1. Textual embeddings
2. Text position embeddings
3. 2D Position embeddings
4. Image embeddings

#
5. Pre-built OCR parser (For 2d-positional encoding and image patches)
6. Faster RCNN (for image features)


## Pre-training objectives
### 2 main objective functions:- 
1. Maksed Vision Language Modelling 
2. Multi-class Document classification 

#### LayoutLM Embeddings :-


    class LayoutLMEmbeddings(nn.Module):
        """Construct the embeddings from word, position and token_type embeddings."""

        def __init__(self, config):
            super(LayoutLMEmbeddings, self).__init__()
            self.word_embeddings = nn.Embedding(config.vocab_size, config.hidden_size, padding_idx=config.pad_token_id)
            self.position_embeddings = nn.Embedding(config.max_position_embeddings, config.hidden_size)
            self.x_position_embeddings = nn.Embedding(config.max_2d_position_embeddings, config.hidden_size)
            self.y_position_embeddings = nn.Embedding(config.max_2d_position_embeddings, config.hidden_size)
            self.h_position_embeddings = nn.Embedding(config.max_2d_position_embeddings, config.hidden_size)
            self.w_position_embeddings = nn.Embedding(config.max_2d_position_embeddings, config.hidden_size)
            self.token_type_embeddings = nn.Embedding(config.type_vocab_size, config.hidden_size)

            self.LayerNorm = LayoutLMLayerNorm(config.hidden_size, eps=config.layer_norm_eps)
            self.dropout = nn.Dropout(config.hidden_dropout_prob)


All the embeddings are added (absolute positional embeddings) while feeding the input to the network.

    h_position_embeddings = self.h_position_embeddings(bbox[:, :, 3] - bbox[:, :, 1])
    w_position_embeddings = self.w_position_embeddings(bbox[:, :, 2] - bbox[:, :, 0])
    token_type_embeddings = self.token_type_embeddings(token_type_ids)

    embeddings = (
                words_embeddings
                + position_embeddings
                + left_position_embeddings
                + upper_position_embeddings
                + right_position_embeddings
                + lower_position_embeddings
                + h_position_embeddings
                + w_position_embeddings
                + token_type_embeddings
            )
            embeddings = self.LayerNorm(embeddings)
            embeddings = self.dropout(embeddings)


Once all the embeddings are added, a layer norm followed by dropout is done on the inputs.

Here, 
token_type_ids are  Segment token indices to indicate first and second portions of the inputs. 

Indices are selected in 
`[0,1]`: `0` corresponds to a *sentence A* token, `1` corresponds to a *sentence B* token.

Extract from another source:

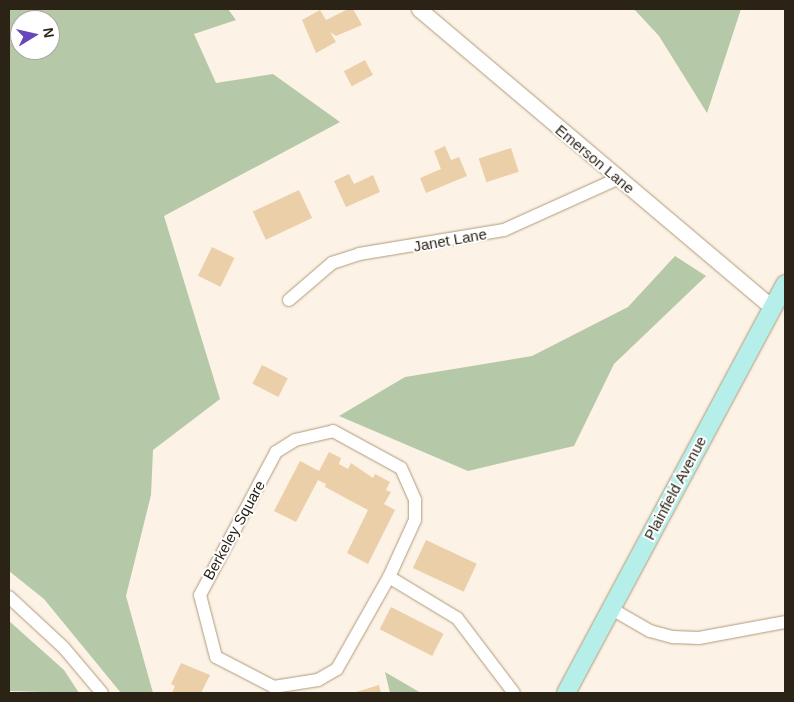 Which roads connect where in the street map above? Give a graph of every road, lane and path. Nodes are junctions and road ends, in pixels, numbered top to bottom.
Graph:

**Encoder contains several of these LayoutLM blocks similar to the BERT and the visual, positional and textual information will be encoded in these layers**

## **Main flow :-**

    embedding_output = self.embeddings(
                input_ids=input_ids,
                bbox=bbox,
                position_ids=position_ids,
                token_type_ids=token_type_ids,
                inputs_embeds=inputs_embeds,
            )
    encoder_outputs = self.encoder(
                embedding_output,
                extended_attention_mask,
                head_mask=head_mask,
                output_attentions=output_attentions,
                output_hidden_states=output_hidden_states,
                return_dict=return_dict,
            )
            
    sequence_output = encoder_outputs[0]
    
    pooled_output = self.pooler(sequence_output)

Here the 'sequence_output' is the last hidden state after passing through the set of encoder layers.
The 0th index contains the last hidden state in the tuple containing other intermediate outputs.

Ex:- (
                    hidden_states,
                    next_decoder_cache,
                    all_hidden_states,
                    all_self_attentions,
                    all_cross_attentions
    )


### Pooling layer:-

    class LayoutLMPooler(nn.Module):
        def __init__(self, config):
            super().__init__()
            self.dense = nn.Linear(config.hidden_size, config.hidden_size)
            self.activation = nn.Tanh()

        def forward(self, hidden_states: torch.Tensor) -> torch.Tensor:
            # We "pool" the model by simply taking the hidden state corresponding
            # to the first token.
            first_token_tensor = hidden_states[:, 0]
            pooled_output = self.dense(first_token_tensor)
            pooled_output = self.activation(pooled_output)
            return pooled_output


This returns an embedding for the [CLS] token, after passing it through a non-linear tanh activation.

##################################################################################################################################

### For Document Q&A

Once we get the LayoutLM output (hidden states), the logits for text generation is produced.


        logits = self.qa_outputs(sequence_output)
                start_logits, end_logits = logits.split(1, dim=-1)
                start_logits = start_logits.squeeze(-1).contiguous()
                end_logits = end_logits.squeeze(-1).contiguous()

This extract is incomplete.